● PROBLEM TO SOLVE: Using the data beneath, show every line that includes the word "MACARTHUR".

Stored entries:
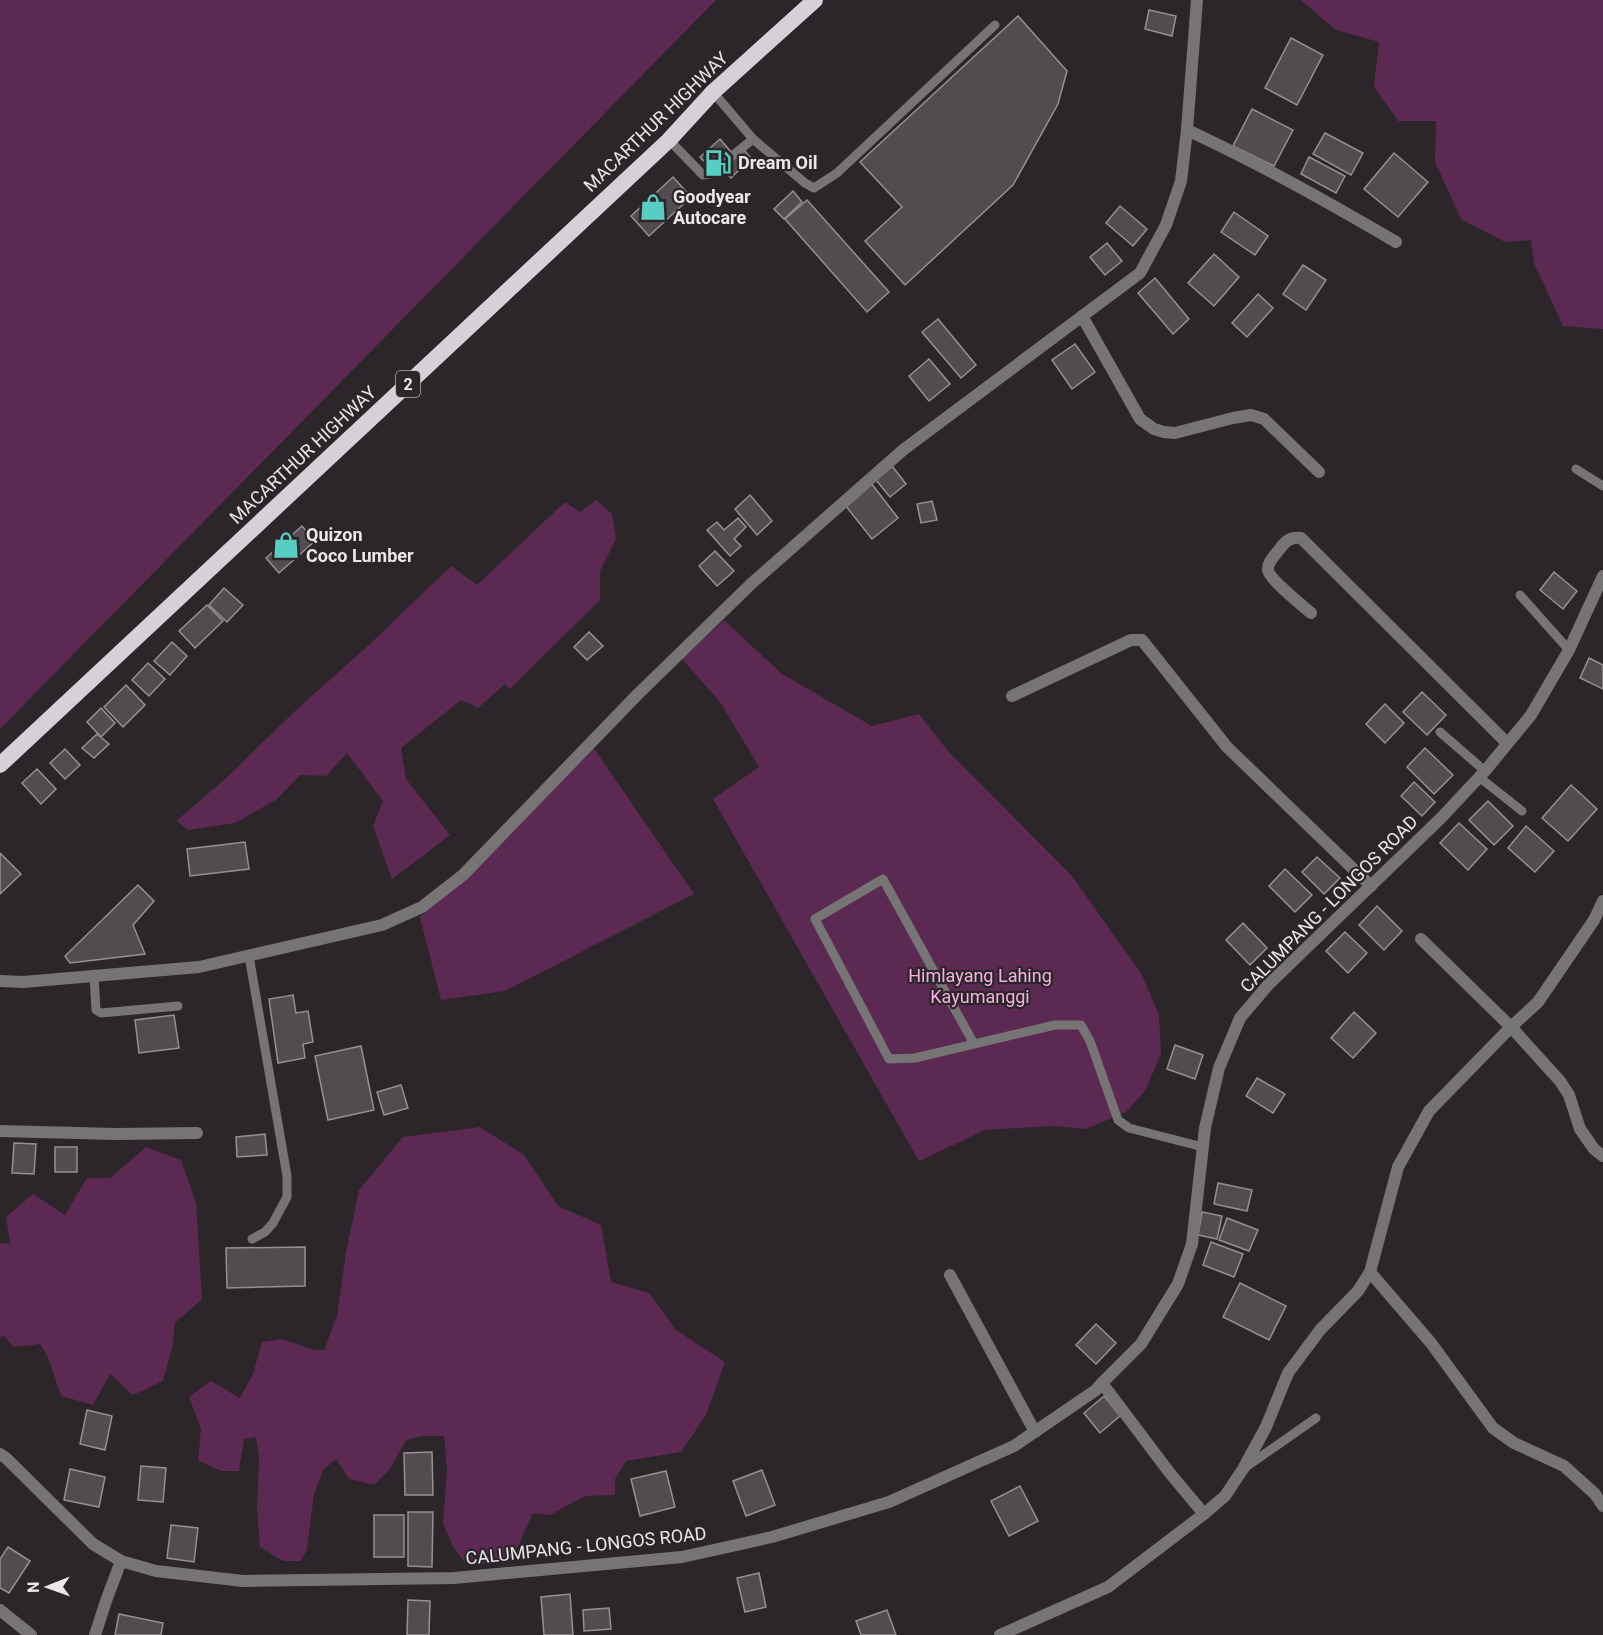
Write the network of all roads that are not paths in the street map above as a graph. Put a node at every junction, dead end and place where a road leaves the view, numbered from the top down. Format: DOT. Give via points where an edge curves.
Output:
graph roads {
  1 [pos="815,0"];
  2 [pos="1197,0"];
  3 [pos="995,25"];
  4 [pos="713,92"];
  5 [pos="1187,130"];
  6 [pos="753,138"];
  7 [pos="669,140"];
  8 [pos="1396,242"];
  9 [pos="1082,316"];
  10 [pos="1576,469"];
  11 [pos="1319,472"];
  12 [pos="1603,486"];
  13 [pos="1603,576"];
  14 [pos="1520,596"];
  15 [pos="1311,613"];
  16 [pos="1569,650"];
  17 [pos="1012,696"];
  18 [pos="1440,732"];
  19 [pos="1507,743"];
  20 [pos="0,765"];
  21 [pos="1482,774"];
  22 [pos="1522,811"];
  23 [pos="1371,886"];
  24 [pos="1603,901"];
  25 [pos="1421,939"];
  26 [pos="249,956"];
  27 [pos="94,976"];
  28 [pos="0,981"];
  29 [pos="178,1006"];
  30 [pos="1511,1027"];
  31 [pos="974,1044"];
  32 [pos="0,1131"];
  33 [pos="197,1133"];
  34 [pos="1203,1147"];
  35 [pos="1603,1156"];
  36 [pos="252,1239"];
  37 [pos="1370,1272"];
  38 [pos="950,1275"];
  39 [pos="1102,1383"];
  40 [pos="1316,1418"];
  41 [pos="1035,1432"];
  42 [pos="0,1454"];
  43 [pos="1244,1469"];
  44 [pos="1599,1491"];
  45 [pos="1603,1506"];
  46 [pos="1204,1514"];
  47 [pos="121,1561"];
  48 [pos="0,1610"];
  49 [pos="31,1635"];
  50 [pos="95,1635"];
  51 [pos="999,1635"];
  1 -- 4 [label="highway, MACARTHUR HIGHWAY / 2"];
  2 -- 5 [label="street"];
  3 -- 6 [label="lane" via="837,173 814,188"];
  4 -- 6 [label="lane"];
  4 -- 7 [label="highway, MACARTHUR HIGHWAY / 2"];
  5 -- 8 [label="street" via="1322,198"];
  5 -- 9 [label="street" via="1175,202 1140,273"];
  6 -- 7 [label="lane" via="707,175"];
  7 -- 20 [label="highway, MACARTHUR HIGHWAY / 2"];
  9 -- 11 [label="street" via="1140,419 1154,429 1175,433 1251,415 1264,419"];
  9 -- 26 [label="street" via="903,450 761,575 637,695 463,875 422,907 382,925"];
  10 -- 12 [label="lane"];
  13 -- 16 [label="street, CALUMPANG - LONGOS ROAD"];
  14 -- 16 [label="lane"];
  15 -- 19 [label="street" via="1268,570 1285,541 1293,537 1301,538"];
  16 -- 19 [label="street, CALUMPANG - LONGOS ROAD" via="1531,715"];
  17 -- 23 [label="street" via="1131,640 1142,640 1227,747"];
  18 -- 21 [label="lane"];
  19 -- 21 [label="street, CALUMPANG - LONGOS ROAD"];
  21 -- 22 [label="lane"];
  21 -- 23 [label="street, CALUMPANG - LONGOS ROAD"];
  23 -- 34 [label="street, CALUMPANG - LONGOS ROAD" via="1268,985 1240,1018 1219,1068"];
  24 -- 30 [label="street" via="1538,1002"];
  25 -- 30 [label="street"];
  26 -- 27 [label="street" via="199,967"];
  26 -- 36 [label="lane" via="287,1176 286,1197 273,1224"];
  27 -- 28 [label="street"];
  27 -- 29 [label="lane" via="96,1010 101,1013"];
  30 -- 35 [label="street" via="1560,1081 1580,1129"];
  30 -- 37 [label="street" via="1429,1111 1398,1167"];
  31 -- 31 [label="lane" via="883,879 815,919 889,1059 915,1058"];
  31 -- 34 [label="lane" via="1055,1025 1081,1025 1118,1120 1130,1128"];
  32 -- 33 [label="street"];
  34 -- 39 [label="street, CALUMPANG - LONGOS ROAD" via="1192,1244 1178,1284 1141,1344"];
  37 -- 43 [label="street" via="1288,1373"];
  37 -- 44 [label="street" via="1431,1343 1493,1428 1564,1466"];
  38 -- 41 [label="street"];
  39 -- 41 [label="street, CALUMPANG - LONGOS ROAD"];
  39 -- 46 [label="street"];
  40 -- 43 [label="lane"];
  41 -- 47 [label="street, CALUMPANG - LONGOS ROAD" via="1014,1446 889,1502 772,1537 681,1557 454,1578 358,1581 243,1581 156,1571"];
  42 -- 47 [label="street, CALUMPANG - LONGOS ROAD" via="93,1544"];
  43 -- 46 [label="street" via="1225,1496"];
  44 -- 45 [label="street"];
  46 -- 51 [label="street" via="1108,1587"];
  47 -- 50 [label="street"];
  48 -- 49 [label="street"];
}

● FINISHED TASK:
  1 -- 4 [label="highway, MACARTHUR HIGHWAY / 2"];
  4 -- 7 [label="highway, MACARTHUR HIGHWAY / 2"];
  7 -- 20 [label="highway, MACARTHUR HIGHWAY / 2"];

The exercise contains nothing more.